▶ **Given entries**
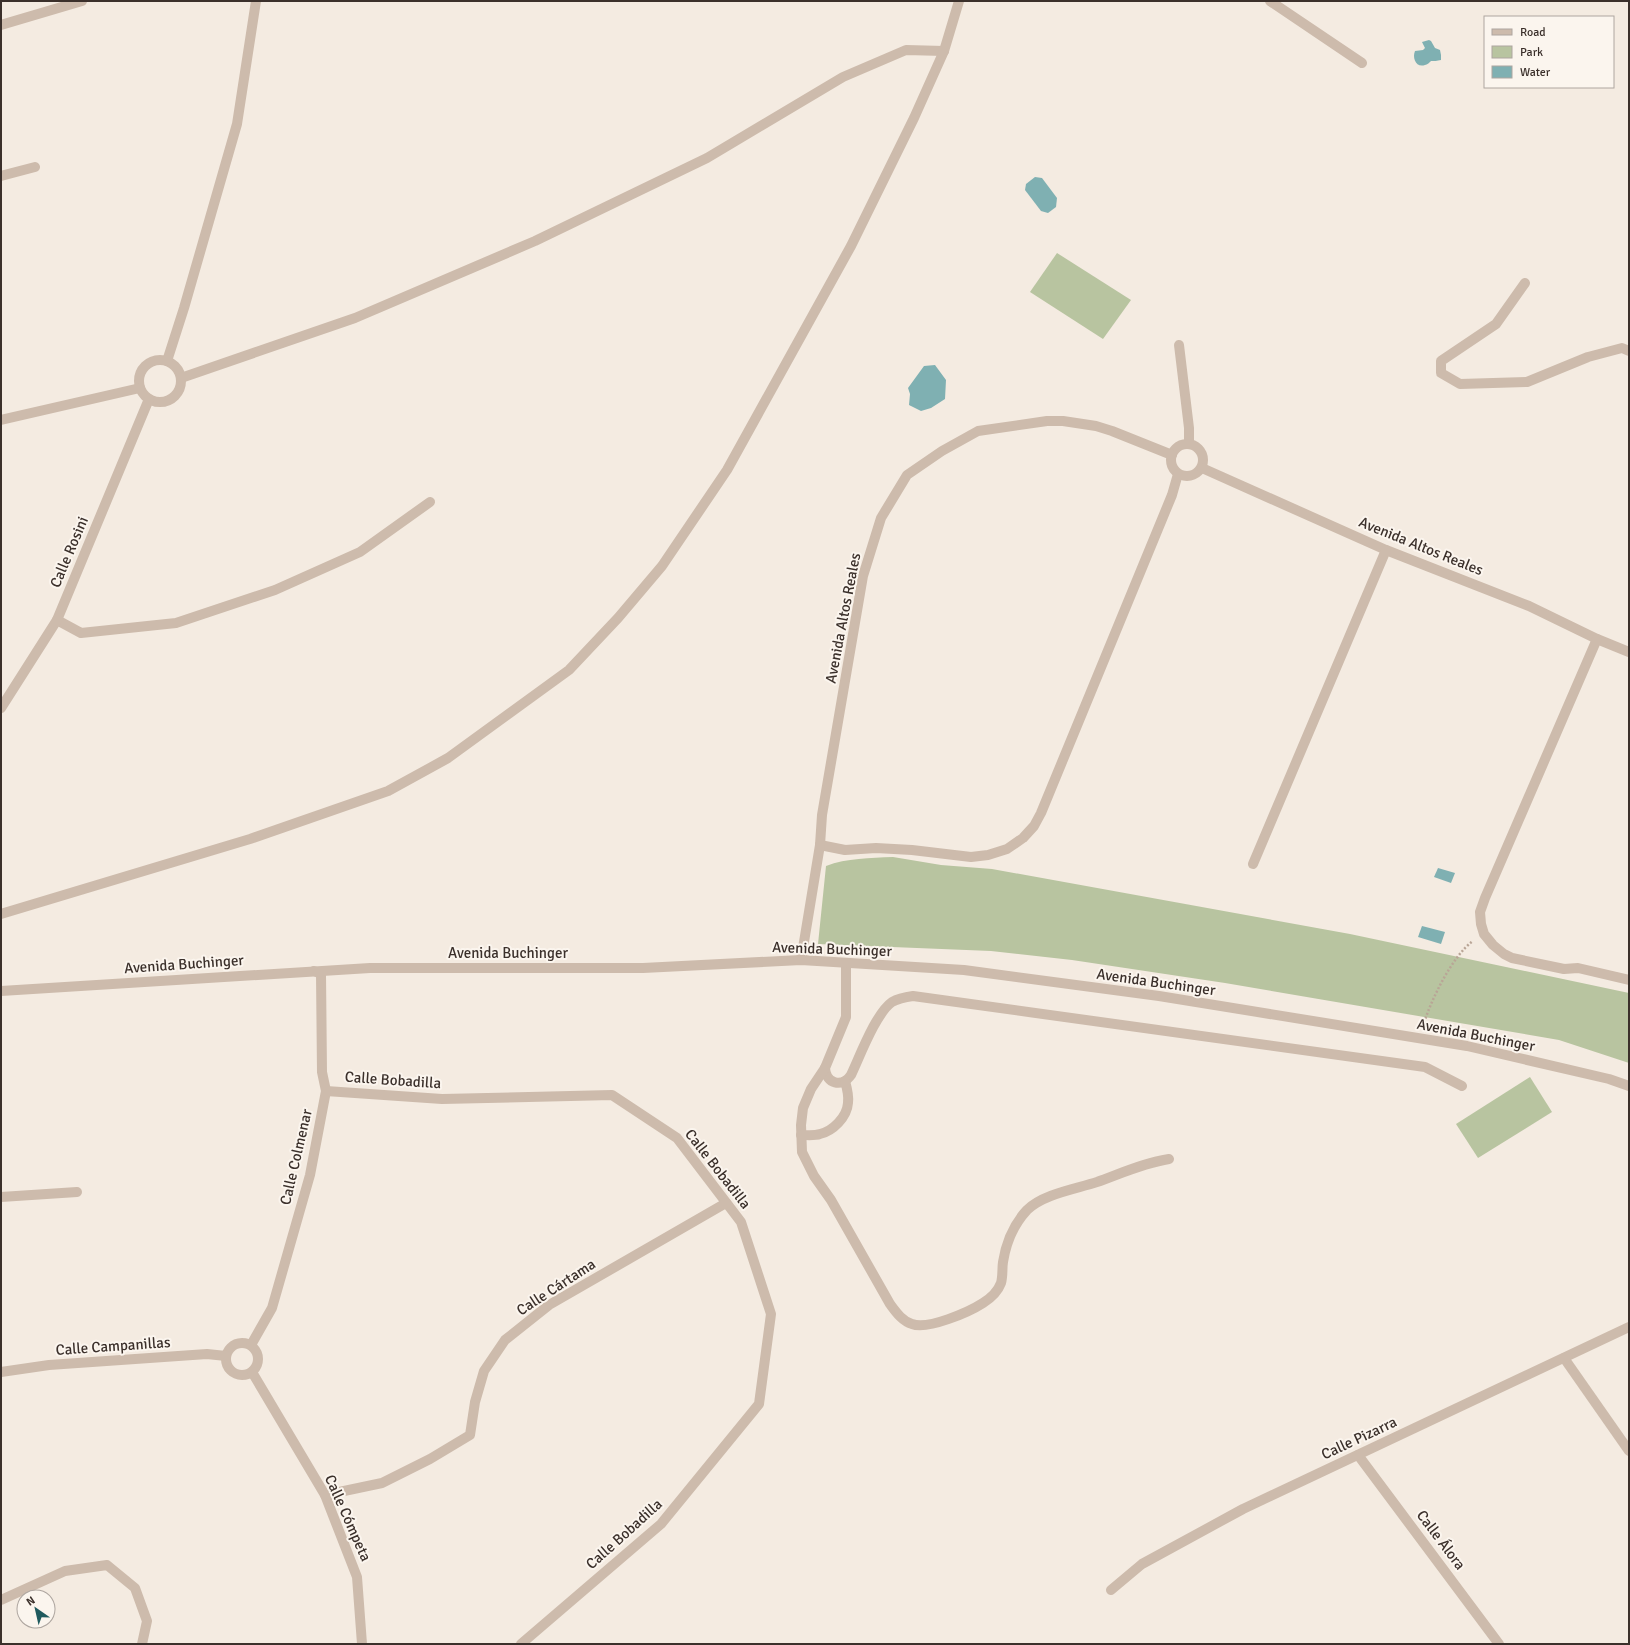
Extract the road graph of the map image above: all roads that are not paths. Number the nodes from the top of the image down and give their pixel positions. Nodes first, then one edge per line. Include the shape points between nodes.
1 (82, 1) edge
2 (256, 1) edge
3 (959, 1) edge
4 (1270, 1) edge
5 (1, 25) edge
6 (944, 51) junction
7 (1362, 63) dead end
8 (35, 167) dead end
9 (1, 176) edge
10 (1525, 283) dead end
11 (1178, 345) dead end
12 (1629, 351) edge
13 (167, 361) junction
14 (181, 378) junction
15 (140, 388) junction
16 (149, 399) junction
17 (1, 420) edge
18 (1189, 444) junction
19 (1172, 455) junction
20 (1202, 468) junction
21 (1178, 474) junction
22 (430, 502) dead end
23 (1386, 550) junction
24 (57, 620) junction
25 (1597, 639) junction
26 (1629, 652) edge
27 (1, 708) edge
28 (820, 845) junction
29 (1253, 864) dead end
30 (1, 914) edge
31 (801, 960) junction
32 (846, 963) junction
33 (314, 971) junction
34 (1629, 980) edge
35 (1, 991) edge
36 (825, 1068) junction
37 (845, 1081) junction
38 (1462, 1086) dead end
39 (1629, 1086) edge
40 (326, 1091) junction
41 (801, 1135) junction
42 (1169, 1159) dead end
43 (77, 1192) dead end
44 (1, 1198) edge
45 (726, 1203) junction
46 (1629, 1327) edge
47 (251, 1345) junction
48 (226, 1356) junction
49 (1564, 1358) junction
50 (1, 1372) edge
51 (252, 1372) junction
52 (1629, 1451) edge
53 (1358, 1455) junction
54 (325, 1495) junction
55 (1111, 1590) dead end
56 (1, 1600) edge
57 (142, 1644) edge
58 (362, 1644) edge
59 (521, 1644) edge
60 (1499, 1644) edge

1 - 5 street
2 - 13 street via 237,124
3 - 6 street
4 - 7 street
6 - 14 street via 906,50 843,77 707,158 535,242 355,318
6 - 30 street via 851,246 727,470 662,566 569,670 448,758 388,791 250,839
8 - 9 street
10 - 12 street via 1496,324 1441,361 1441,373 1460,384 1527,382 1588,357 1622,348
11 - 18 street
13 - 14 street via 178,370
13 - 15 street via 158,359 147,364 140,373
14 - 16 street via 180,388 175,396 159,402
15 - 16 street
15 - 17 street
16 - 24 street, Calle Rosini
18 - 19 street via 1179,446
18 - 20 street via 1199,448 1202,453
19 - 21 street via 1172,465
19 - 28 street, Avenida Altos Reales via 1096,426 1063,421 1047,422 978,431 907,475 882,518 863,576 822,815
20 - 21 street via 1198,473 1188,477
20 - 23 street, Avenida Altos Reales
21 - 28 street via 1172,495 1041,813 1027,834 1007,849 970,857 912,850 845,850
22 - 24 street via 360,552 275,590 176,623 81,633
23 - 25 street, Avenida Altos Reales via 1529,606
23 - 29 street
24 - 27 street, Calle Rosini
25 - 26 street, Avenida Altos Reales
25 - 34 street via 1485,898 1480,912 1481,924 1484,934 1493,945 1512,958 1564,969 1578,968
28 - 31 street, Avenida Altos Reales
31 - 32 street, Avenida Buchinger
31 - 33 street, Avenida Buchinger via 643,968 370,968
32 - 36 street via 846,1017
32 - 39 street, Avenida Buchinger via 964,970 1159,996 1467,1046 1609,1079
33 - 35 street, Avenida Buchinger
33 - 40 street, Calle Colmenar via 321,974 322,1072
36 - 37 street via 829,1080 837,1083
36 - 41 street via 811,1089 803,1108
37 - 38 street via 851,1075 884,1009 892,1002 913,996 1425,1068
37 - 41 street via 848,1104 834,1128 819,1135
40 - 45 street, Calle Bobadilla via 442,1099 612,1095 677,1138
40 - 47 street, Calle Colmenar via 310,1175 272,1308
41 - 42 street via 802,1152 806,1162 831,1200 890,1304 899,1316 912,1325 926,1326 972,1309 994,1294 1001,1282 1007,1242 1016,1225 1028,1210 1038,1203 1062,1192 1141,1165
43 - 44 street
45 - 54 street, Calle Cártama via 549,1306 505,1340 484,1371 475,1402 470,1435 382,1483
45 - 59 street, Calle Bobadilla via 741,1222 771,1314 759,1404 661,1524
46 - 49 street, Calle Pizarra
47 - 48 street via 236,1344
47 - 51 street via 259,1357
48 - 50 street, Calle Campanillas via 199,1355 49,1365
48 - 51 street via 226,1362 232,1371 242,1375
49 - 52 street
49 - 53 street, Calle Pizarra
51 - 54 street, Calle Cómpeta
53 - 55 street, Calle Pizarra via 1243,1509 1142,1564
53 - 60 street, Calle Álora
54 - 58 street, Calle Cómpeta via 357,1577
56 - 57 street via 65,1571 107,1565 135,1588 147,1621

▶ **Task to complete**
Leave out the images and transcribe all the records exactly.

▶ **Output for this exercise**
Extract the road graph of the map image above: all roads that are not paths. Number the nodes from the top of the image down and give their pixel positions. Nodes first, then one edge per line. Include the shape points between nodes.
1 (82, 1) edge
2 (256, 1) edge
3 (959, 1) edge
4 (1270, 1) edge
5 (1, 25) edge
6 (944, 51) junction
7 (1362, 63) dead end
8 (35, 167) dead end
9 (1, 176) edge
10 (1525, 283) dead end
11 (1178, 345) dead end
12 (1629, 351) edge
13 (167, 361) junction
14 (181, 378) junction
15 (140, 388) junction
16 (149, 399) junction
17 (1, 420) edge
18 (1189, 444) junction
19 (1172, 455) junction
20 (1202, 468) junction
21 (1178, 474) junction
22 (430, 502) dead end
23 (1386, 550) junction
24 (57, 620) junction
25 (1597, 639) junction
26 (1629, 652) edge
27 (1, 708) edge
28 (820, 845) junction
29 (1253, 864) dead end
30 (1, 914) edge
31 (801, 960) junction
32 (846, 963) junction
33 (314, 971) junction
34 (1629, 980) edge
35 (1, 991) edge
36 (825, 1068) junction
37 (845, 1081) junction
38 (1462, 1086) dead end
39 (1629, 1086) edge
40 (326, 1091) junction
41 (801, 1135) junction
42 (1169, 1159) dead end
43 (77, 1192) dead end
44 (1, 1198) edge
45 (726, 1203) junction
46 (1629, 1327) edge
47 (251, 1345) junction
48 (226, 1356) junction
49 (1564, 1358) junction
50 (1, 1372) edge
51 (252, 1372) junction
52 (1629, 1451) edge
53 (1358, 1455) junction
54 (325, 1495) junction
55 (1111, 1590) dead end
56 (1, 1600) edge
57 (142, 1644) edge
58 (362, 1644) edge
59 (521, 1644) edge
60 (1499, 1644) edge

1 - 5 street
2 - 13 street via 237,124
3 - 6 street
4 - 7 street
6 - 14 street via 906,50 843,77 707,158 535,242 355,318
6 - 30 street via 851,246 727,470 662,566 569,670 448,758 388,791 250,839
8 - 9 street
10 - 12 street via 1496,324 1441,361 1441,373 1460,384 1527,382 1588,357 1622,348
11 - 18 street
13 - 14 street via 178,370
13 - 15 street via 158,359 147,364 140,373
14 - 16 street via 180,388 175,396 159,402
15 - 16 street
15 - 17 street
16 - 24 street, Calle Rosini
18 - 19 street via 1179,446
18 - 20 street via 1199,448 1202,453
19 - 21 street via 1172,465
19 - 28 street, Avenida Altos Reales via 1096,426 1063,421 1047,422 978,431 907,475 882,518 863,576 822,815
20 - 21 street via 1198,473 1188,477
20 - 23 street, Avenida Altos Reales
21 - 28 street via 1172,495 1041,813 1027,834 1007,849 970,857 912,850 845,850
22 - 24 street via 360,552 275,590 176,623 81,633
23 - 25 street, Avenida Altos Reales via 1529,606
23 - 29 street
24 - 27 street, Calle Rosini
25 - 26 street, Avenida Altos Reales
25 - 34 street via 1485,898 1480,912 1481,924 1484,934 1493,945 1512,958 1564,969 1578,968
28 - 31 street, Avenida Altos Reales
31 - 32 street, Avenida Buchinger
31 - 33 street, Avenida Buchinger via 643,968 370,968
32 - 36 street via 846,1017
32 - 39 street, Avenida Buchinger via 964,970 1159,996 1467,1046 1609,1079
33 - 35 street, Avenida Buchinger
33 - 40 street, Calle Colmenar via 321,974 322,1072
36 - 37 street via 829,1080 837,1083
36 - 41 street via 811,1089 803,1108
37 - 38 street via 851,1075 884,1009 892,1002 913,996 1425,1068
37 - 41 street via 848,1104 834,1128 819,1135
40 - 45 street, Calle Bobadilla via 442,1099 612,1095 677,1138
40 - 47 street, Calle Colmenar via 310,1175 272,1308
41 - 42 street via 802,1152 806,1162 831,1200 890,1304 899,1316 912,1325 926,1326 972,1309 994,1294 1001,1282 1007,1242 1016,1225 1028,1210 1038,1203 1062,1192 1141,1165
43 - 44 street
45 - 54 street, Calle Cártama via 549,1306 505,1340 484,1371 475,1402 470,1435 382,1483
45 - 59 street, Calle Bobadilla via 741,1222 771,1314 759,1404 661,1524
46 - 49 street, Calle Pizarra
47 - 48 street via 236,1344
47 - 51 street via 259,1357
48 - 50 street, Calle Campanillas via 199,1355 49,1365
48 - 51 street via 226,1362 232,1371 242,1375
49 - 52 street
49 - 53 street, Calle Pizarra
51 - 54 street, Calle Cómpeta
53 - 55 street, Calle Pizarra via 1243,1509 1142,1564
53 - 60 street, Calle Álora
54 - 58 street, Calle Cómpeta via 357,1577
56 - 57 street via 65,1571 107,1565 135,1588 147,1621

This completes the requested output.